L’électrification de divers secteurs représente un élément clé de la stratégie de décarbonisation mondiale. Toutefois, même avec des améliorations de la gestion de la demande et de l’efficacité énergétique, la demande d’électricité augmentera à un rythme de plus en plus rapide au cours des prochaines décennies.

Le besoin de mobiliser toutes les technologies bas carbones

Contraintes par le budget carbone mondial, les émissions de carbone doivent culminer dans les prochaines années et atteindre zéro d’ici 2100, voire plutôt. Pour atteindre cet objectif, des changements de politique dans le monde entier sont nécessaires ainsi que des investissements massifs dans l’innovation, les infrastructures et le déploiement de ressources énergétiques non émettrices.

Face à ce constat, tous les modèles reconnus montrent que l’énergie nucléaire a un rôle important à jouer dans les efforts mondiaux d’atténuation du changement climatique. En effet, les investissements dans les prolongations de la durée de vie des centrales nucléaires, les rénovations des réacteurs existants, ainsi que de nouvelles constructions, rendraient moins coûteux et plus faisable la réalisation des objectifs de l’Accord de Paris.

Si les pays n’investissent pas dans l’énergie nucléaire, les risques de ne pas atteindre les objectifs de Paris seront nettement plus grands. L’AIE estime que, sans énergie nucléaire, il en coûterait au monde environ 1 600 milliards de dollars de plus pour atteindre les objectifs de Paris.

Le rôle de l’énergie nucléaire dans une politique de neutralité carbone

Le parc nucléaire mondial actif est actuellement la seconde source de production d’électricité sans émission fournissant environ 10 % de l’électricité mondiale grâce à 444 réacteurs nucléaires en fonctionnement.

En 2018, le Giec a constaté qu’en moyenne, les trajectoires du scénario 1,5 °C nécessitent que l’énergie nucléaire atteigne une capacité de 1 160 gigawatts d’électricité d’ici 2050, contre 394 gigawatts en 2020.

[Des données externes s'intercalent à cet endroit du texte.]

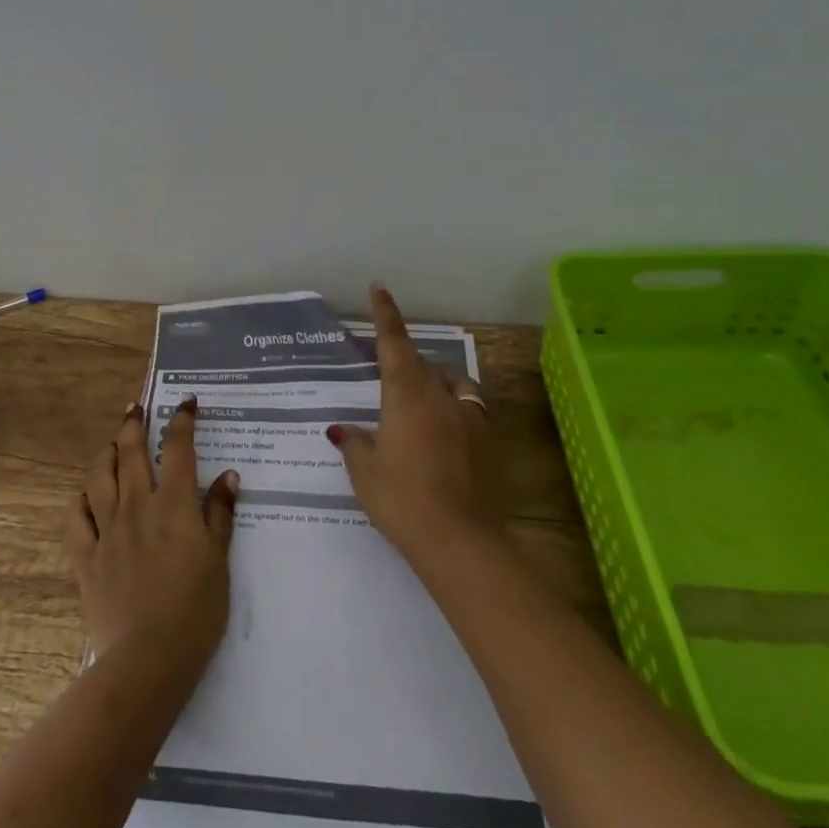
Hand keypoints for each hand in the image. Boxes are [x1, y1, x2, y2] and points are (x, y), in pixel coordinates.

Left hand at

L’étude menée par l’AEN révèle que cet objectif pourrait être atteint en combinant l’exploitation à long terme des centrales existantes avec la construction à grande échelle de nouvelles technologies nucléaires de génération III et de petits réacteurs modulaires. Cela permettrait d’éviter ainsi 87 gigatonnes d’émissions cumulées entre 2020 et 2050, préservant 20 % du budget carbone mondial dans un scénario de 1,5 °C.

De plus, une vague d’innovations dans le secteur du nucléaire offrirait à court et à moyen terme de nouvelles opportunités technologiques et énergétiques en vue de remplacer une partie des énergies ayant un fort taux d’émission de gaz à effet de serre.

Challenges et opportunités

Bien qu’il soit possible que l’énergie nucléaire joue un rôle beaucoup plus important dans les efforts mondiaux d’atténuation du changement climatique, de nombreux défis subsistent.

Les estimations présentées dans l’étude ne sont pas des prévisions, mais bien ce qui pourrait être réalisé si des décisions sont prises rapidement afin de saisir cette opportunité. La question des coûts de système, des délais de réalisation de projets, de la confiance du public et du financement de l’énergie propre sont alors autant de sujets qui doivent être abordés par les décideurs politiques. De plus, une approche systémique est nécessaire pour comprendre les coûts totaux de la fourniture d’électricité ainsi que pour s’assurer que les marchés valorisent les résultats souhaités.

Les gouvernements ont donc un rôle important à jouer. Ce rôle peut aller du un financement direct à la définition d’un cadre politique permettant aux projets nucléaires innovants de rivaliser sur un pied d’égalité avec d’autres projets énergétiques non émetteurs tout en garantissant une répartition efficace des risques.

Enfin, il est crucial d’assurer une pleine représentation de l’énergie propre et du changement climatique dans les discussions politiques. L’énergie nucléaire apporte déjà une contribution importante à la réduction des émissions et doit continuer à se développer pour atteindre les objectifs de l’Accord de Paris. Les innovations nucléaires, quant à elles, devraient à court terme contribuer de manière significative aux objectifs de réduction des émissions. Les politiques doivent être neutres sur le plan technologique et structurées de manière à encourager les résultats souhaités tels que la réduction des émissions et la sécurité de l’approvisionnement énergétique.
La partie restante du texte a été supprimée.